◆ EXERCISE INSTRUCTIONS ◆
In the data below, which lines hold the word "paths"? Copy them.

◆ MATERIAL PROVIDED ◆

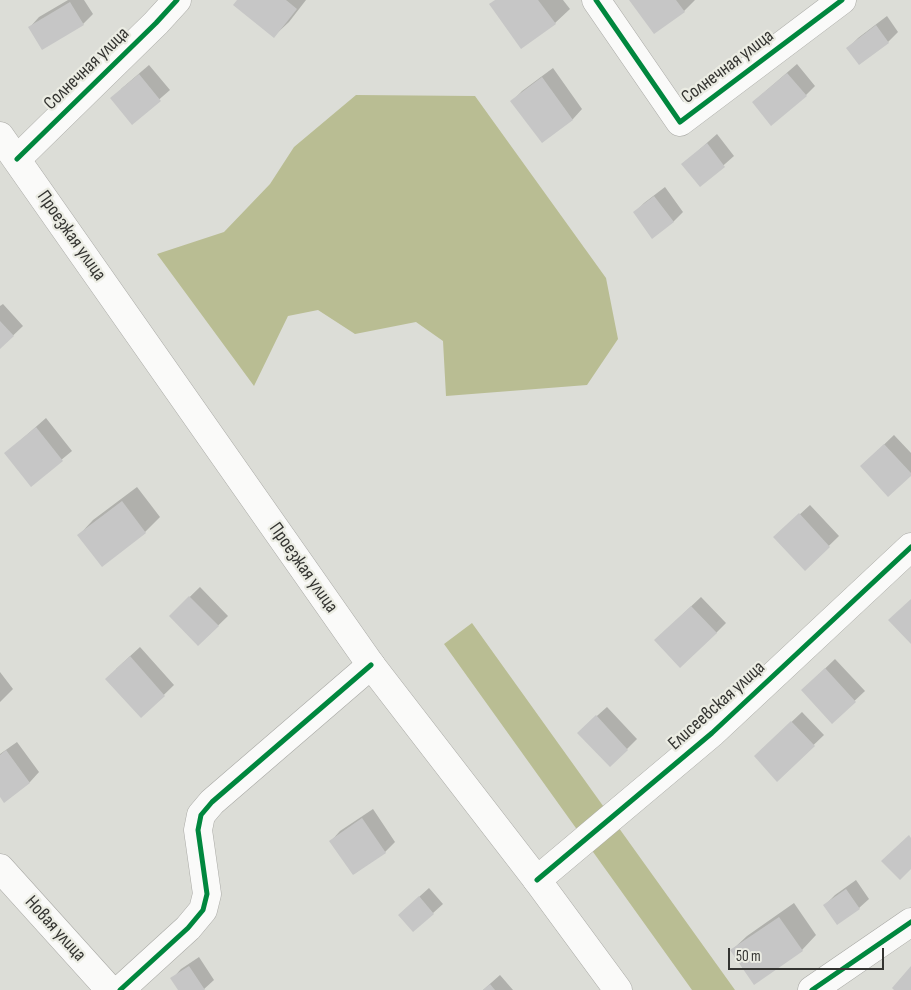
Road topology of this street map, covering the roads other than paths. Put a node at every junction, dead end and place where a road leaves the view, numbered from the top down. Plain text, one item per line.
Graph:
1 (178, 0) edge
2 (596, 0) edge
3 (842, 0) edge
4 (0, 136) edge
5 (17, 159) junction
6 (911, 546) edge
7 (371, 665) junction
8 (0, 868) edge
9 (537, 880) junction
10 (911, 922) edge
11 (110, 990) edge
12 (120, 990) edge
13 (618, 990) edge
14 (812, 990) edge

1 - 5 street, Солнечная улица
2 - 3 street, Солнечная улица
4 - 5 street, Проезжая улица
5 - 7 street, Проезжая улица
6 - 9 street, Елисеевская улица
7 - 9 street, Проезжая улица
7 - 12 street
8 - 11 street, Новая улица
9 - 13 street, Проезжая улица
10 - 14 street

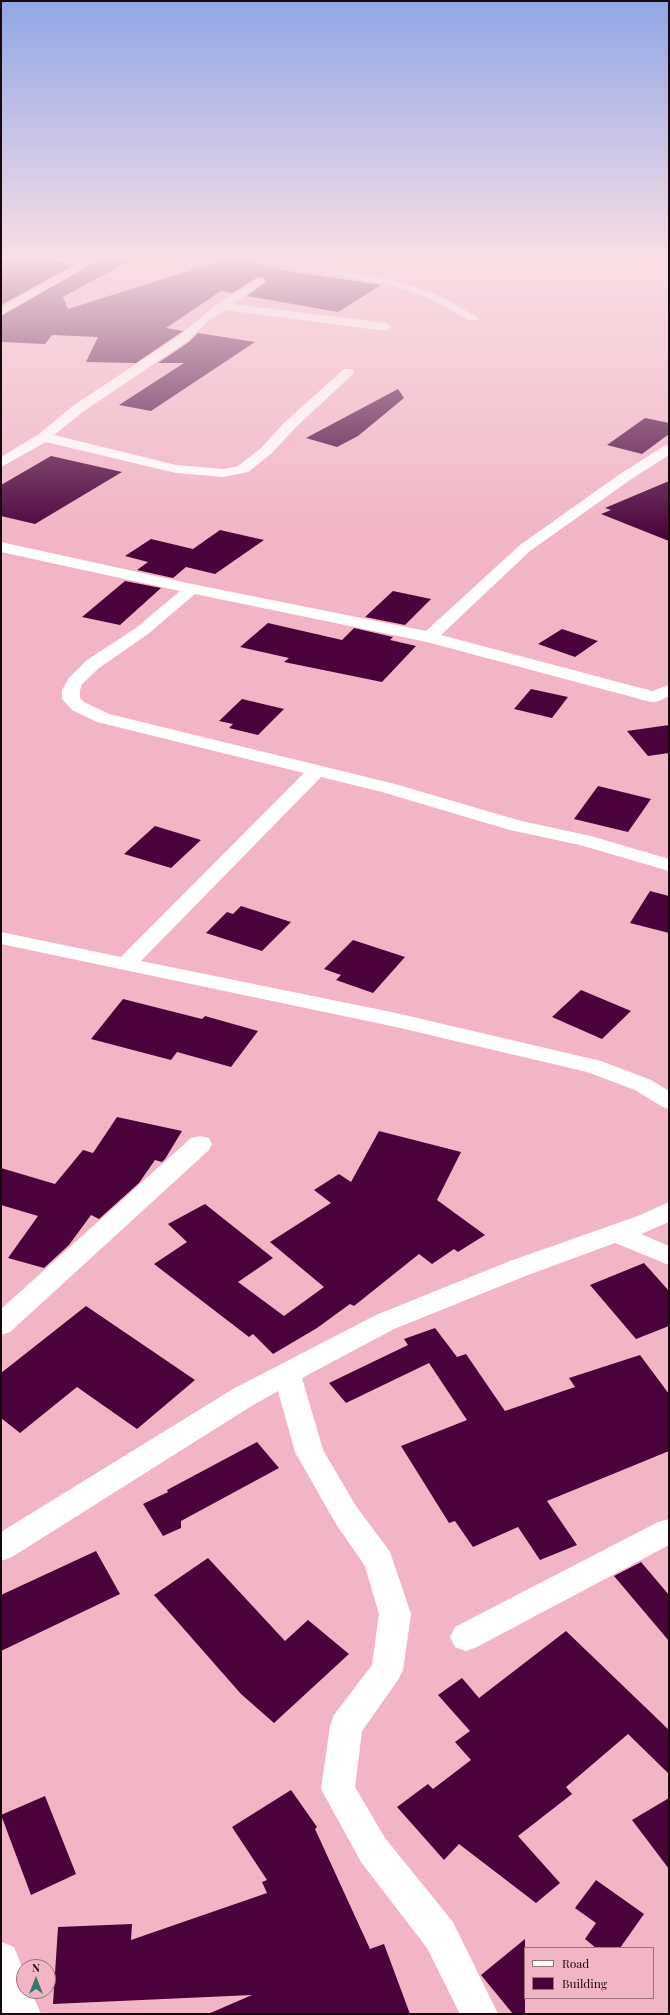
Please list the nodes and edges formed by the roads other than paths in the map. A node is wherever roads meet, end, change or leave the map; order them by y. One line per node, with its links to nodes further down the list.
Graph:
1 (166, 350): 3 (street)
2 (348, 372): 3 (street)
3 (44, 437): 5 (street)
4 (669, 449): 8 (street)
5 (1, 463)
6 (1, 547): 7 (street)
7 (192, 589): 8 (street); 10 (street)
8 (429, 637): 9 (street)
9 (669, 690)
10 (317, 770): 11 (street); 13 (street)
11 (669, 865)
12 (1, 938): 13 (street)
13 (126, 964): 14 (street)
14 (669, 1101)
15 (200, 1144): 19 (street)
16 (669, 1211): 17 (street)
17 (616, 1233): 18 (street); 20 (street)
18 (669, 1256)
19 (1, 1325)
20 (287, 1374): 22 (street); 26 (street)
21 (669, 1531): 23 (street)
22 (2, 1546)
23 (466, 1637)
24 (1, 1960): 25 (street)
25 (22, 2014)
26 (480, 2014)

◆ ANSWER SECTION ◆
Road topology of this street map, covering the roads other than paths. Put a node at every junction, dead end and place where a road leaves the view, numbered from the top down. Plain text, one item per line.
Please list the nodes and edges formed by the roads other than paths in the map. A node is wherever roads meet, end, change or leave the map; order them by y. One line per node, with its links to nodes further down the list.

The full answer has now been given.